Collected data entries:
== Segment start ==

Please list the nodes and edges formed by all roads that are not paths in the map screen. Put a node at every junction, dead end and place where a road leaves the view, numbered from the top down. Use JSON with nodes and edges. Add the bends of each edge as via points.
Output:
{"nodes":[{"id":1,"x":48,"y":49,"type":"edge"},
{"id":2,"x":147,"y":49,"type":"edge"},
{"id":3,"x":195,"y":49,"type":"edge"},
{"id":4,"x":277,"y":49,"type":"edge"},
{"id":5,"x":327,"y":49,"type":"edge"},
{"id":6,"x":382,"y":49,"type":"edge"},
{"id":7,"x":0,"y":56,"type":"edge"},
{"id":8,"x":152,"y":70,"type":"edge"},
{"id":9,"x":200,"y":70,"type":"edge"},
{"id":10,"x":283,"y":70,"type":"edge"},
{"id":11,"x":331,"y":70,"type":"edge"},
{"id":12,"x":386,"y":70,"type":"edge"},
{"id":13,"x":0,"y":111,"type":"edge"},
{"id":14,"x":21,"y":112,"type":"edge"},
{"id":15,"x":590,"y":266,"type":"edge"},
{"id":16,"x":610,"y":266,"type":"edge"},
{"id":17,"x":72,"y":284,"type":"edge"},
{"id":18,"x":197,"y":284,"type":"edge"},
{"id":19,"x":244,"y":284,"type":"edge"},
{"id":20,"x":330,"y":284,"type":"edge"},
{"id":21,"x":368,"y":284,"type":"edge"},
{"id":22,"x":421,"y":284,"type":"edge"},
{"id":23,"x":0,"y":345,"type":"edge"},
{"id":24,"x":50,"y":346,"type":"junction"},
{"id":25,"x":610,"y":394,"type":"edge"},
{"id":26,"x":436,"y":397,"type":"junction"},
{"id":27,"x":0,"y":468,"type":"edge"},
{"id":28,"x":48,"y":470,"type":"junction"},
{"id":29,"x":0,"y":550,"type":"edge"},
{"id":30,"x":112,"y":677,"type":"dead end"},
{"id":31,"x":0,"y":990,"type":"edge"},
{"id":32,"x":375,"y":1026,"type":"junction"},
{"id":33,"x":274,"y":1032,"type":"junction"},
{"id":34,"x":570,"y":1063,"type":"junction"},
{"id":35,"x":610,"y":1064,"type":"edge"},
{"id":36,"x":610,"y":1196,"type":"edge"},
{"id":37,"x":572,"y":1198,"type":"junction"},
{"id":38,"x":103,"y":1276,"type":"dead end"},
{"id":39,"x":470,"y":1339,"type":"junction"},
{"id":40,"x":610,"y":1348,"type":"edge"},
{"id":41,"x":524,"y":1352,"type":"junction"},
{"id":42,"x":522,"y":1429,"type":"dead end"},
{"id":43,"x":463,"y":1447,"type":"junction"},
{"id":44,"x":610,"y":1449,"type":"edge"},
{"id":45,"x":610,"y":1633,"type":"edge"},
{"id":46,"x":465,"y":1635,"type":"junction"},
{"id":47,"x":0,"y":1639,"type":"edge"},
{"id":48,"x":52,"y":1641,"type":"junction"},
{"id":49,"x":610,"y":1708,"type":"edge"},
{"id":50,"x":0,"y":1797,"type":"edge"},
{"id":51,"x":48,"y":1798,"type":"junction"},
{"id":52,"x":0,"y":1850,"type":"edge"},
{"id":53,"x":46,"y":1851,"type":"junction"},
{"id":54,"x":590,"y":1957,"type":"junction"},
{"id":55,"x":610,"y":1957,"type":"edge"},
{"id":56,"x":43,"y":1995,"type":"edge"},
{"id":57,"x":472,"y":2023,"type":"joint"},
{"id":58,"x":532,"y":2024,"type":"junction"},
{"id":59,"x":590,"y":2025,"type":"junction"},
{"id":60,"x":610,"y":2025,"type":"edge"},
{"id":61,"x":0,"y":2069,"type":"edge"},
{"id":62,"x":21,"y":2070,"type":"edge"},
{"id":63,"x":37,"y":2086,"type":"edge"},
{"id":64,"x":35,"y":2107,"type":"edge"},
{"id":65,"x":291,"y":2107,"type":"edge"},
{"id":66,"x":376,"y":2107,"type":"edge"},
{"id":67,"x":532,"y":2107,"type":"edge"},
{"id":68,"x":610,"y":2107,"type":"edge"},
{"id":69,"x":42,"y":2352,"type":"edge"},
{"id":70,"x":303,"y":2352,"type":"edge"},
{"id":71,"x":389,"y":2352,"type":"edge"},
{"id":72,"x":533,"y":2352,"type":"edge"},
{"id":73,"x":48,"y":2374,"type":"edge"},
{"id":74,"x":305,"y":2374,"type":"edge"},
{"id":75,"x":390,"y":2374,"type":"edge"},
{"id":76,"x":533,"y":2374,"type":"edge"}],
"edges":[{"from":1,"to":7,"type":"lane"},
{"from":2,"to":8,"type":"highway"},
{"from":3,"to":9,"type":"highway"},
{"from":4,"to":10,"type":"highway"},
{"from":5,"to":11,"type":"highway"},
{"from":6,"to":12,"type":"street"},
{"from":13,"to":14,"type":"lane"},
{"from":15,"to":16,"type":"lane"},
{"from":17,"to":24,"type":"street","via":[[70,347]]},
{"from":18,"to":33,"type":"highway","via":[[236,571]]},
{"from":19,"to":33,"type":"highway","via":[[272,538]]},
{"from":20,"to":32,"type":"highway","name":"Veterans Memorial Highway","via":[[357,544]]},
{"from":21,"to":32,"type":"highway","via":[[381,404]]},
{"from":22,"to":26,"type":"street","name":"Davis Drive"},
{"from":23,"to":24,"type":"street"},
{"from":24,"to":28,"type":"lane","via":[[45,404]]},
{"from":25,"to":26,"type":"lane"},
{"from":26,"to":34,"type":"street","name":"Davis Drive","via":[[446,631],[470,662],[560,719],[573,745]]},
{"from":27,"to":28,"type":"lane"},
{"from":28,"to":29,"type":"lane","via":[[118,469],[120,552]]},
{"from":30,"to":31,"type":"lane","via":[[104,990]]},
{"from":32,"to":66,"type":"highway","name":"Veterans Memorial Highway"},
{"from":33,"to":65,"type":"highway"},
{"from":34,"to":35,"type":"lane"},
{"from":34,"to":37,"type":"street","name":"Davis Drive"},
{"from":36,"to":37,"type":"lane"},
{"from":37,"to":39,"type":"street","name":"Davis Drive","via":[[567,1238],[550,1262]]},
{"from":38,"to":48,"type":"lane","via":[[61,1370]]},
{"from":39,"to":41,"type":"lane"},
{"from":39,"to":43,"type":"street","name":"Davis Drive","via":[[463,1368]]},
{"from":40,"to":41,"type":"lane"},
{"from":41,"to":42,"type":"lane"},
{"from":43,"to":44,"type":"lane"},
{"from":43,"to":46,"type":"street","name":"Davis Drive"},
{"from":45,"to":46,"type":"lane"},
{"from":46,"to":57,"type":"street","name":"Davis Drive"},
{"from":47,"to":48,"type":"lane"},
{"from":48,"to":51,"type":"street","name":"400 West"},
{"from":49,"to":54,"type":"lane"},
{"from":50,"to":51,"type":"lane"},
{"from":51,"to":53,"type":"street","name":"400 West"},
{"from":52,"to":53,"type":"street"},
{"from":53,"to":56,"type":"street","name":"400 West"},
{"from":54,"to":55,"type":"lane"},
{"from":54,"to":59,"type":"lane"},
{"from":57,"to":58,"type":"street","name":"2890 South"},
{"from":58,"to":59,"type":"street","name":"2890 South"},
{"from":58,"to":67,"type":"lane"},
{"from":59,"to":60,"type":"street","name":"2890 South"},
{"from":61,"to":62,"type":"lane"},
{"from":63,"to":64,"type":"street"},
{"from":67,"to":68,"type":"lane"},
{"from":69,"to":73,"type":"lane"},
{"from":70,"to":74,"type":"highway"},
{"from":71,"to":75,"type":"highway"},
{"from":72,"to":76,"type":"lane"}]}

== Segment end ==
== Segment start ==

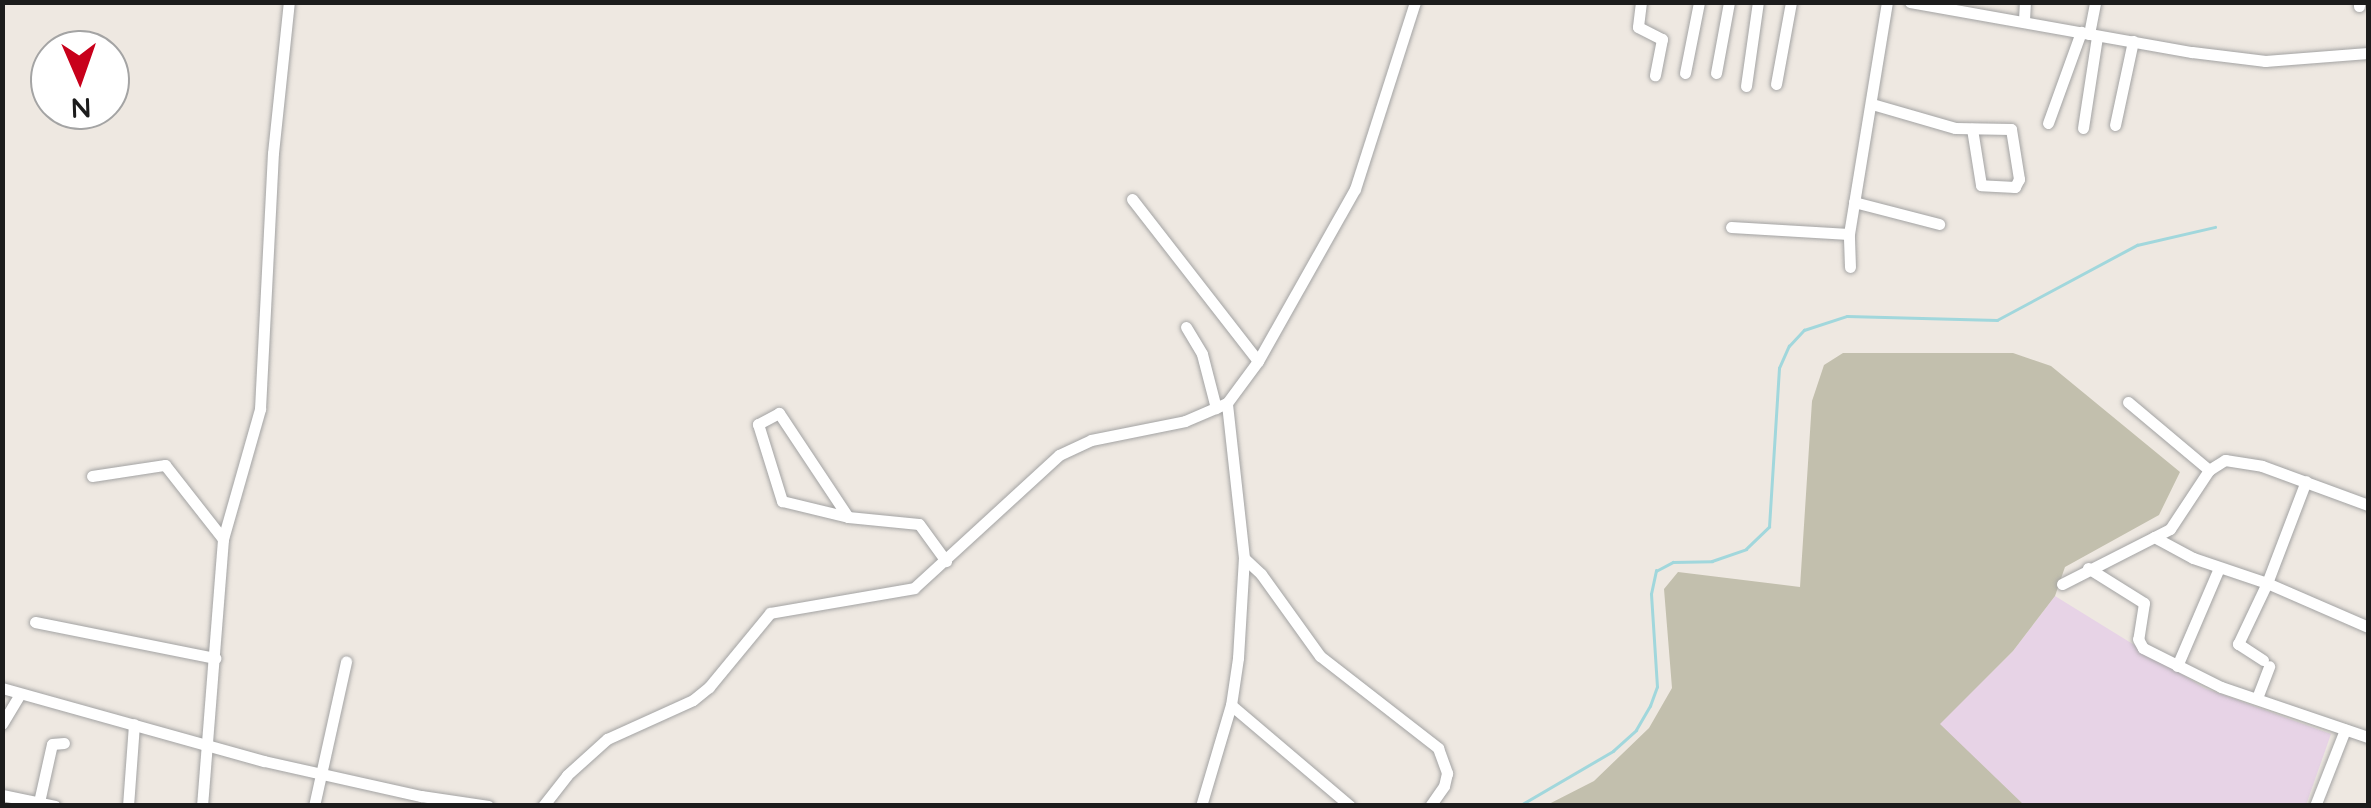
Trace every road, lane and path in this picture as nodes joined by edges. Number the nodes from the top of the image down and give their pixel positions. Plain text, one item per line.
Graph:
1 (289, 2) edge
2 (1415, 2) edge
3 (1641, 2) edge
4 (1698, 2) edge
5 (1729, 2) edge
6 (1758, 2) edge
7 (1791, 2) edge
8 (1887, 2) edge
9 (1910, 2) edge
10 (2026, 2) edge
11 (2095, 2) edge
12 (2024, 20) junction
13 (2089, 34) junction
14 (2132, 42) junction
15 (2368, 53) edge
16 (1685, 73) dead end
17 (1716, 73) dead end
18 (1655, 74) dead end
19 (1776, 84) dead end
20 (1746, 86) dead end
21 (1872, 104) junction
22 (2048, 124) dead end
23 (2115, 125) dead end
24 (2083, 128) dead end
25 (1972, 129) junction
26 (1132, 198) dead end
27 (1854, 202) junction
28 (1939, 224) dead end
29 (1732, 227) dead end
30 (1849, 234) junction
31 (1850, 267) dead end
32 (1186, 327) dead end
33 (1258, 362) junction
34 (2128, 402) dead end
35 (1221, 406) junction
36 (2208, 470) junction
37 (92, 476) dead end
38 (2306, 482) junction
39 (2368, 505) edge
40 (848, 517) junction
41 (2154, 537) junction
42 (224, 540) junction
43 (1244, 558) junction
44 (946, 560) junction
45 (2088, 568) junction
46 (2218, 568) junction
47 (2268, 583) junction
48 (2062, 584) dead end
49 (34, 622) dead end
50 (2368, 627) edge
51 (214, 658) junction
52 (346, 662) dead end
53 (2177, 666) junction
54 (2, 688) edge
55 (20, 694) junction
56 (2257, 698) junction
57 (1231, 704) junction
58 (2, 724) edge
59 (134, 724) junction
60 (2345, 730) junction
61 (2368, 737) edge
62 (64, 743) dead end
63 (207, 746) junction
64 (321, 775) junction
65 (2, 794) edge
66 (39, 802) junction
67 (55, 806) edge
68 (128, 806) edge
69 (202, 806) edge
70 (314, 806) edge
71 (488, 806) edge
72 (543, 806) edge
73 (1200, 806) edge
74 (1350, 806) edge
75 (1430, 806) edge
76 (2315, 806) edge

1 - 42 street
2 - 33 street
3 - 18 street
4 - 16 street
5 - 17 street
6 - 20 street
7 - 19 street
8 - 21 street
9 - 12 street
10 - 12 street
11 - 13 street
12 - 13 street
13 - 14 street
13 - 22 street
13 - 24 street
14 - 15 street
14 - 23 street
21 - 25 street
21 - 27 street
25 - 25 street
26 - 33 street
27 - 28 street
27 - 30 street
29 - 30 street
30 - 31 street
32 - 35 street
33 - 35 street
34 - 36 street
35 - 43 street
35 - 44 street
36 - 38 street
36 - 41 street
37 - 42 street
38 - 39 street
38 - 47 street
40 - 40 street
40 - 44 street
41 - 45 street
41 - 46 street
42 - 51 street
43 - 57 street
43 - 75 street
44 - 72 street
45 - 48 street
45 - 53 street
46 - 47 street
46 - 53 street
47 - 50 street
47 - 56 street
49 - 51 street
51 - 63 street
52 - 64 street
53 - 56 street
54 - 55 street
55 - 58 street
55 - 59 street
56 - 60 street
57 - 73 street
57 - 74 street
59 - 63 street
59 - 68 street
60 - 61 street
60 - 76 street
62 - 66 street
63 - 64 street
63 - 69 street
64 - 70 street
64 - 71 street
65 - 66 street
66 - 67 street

== Segment end ==
== Segment start ==

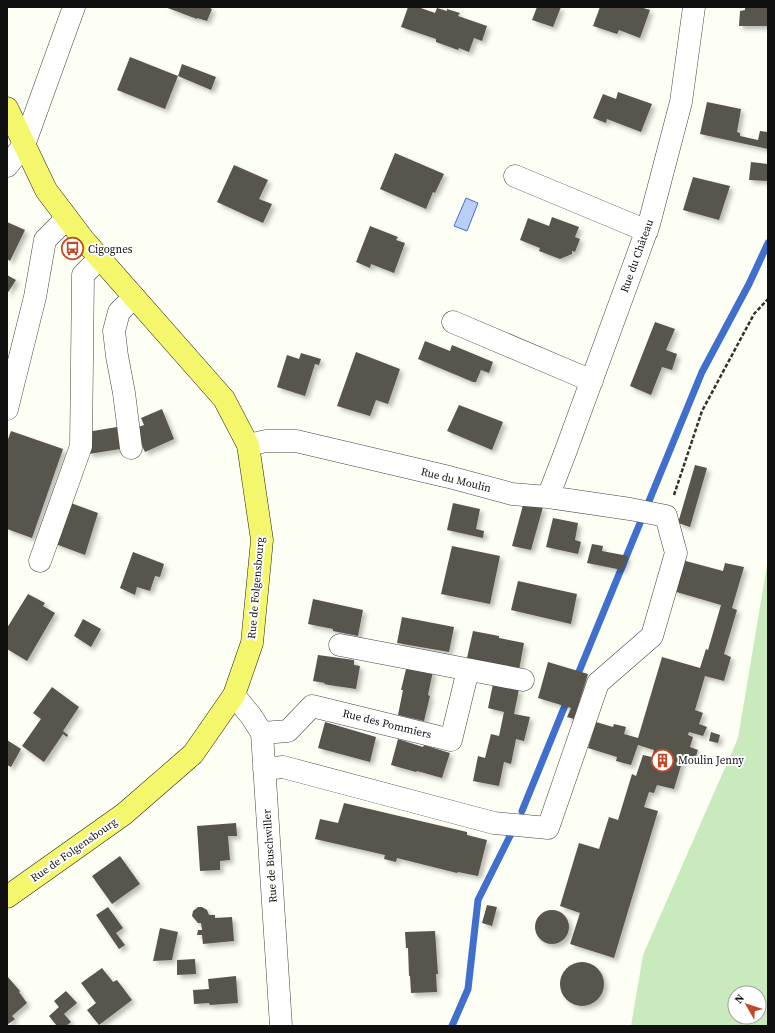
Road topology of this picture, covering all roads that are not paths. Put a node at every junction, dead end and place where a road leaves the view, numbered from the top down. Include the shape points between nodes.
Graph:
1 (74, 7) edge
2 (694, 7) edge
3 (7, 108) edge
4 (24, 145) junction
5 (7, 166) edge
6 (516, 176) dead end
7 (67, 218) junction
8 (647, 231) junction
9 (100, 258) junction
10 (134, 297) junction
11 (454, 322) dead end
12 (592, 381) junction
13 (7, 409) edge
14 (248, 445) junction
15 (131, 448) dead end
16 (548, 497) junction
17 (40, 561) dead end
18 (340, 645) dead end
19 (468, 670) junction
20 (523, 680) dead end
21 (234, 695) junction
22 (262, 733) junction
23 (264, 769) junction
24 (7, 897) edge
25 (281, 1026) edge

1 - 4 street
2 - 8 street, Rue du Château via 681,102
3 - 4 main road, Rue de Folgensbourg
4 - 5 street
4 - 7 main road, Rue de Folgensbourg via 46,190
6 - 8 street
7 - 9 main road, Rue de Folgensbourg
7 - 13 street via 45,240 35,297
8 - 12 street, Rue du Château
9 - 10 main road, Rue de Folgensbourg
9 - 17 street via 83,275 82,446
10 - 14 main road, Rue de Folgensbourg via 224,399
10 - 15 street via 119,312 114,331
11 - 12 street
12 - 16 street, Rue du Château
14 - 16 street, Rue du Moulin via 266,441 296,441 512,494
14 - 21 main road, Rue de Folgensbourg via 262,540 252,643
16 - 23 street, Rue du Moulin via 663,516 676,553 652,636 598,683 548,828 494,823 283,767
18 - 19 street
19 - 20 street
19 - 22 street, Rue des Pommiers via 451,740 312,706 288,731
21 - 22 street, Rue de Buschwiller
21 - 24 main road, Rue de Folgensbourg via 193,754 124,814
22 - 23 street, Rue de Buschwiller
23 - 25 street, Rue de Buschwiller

== Segment end ==

■ **PROBLEM TO SOLVE**
What lines in the entries above hold "Buschwiller"? Copy every one.

■ **OUTPUT OF THE TASK**
21 - 22 street, Rue de Buschwiller
22 - 23 street, Rue de Buschwiller
23 - 25 street, Rue de Buschwiller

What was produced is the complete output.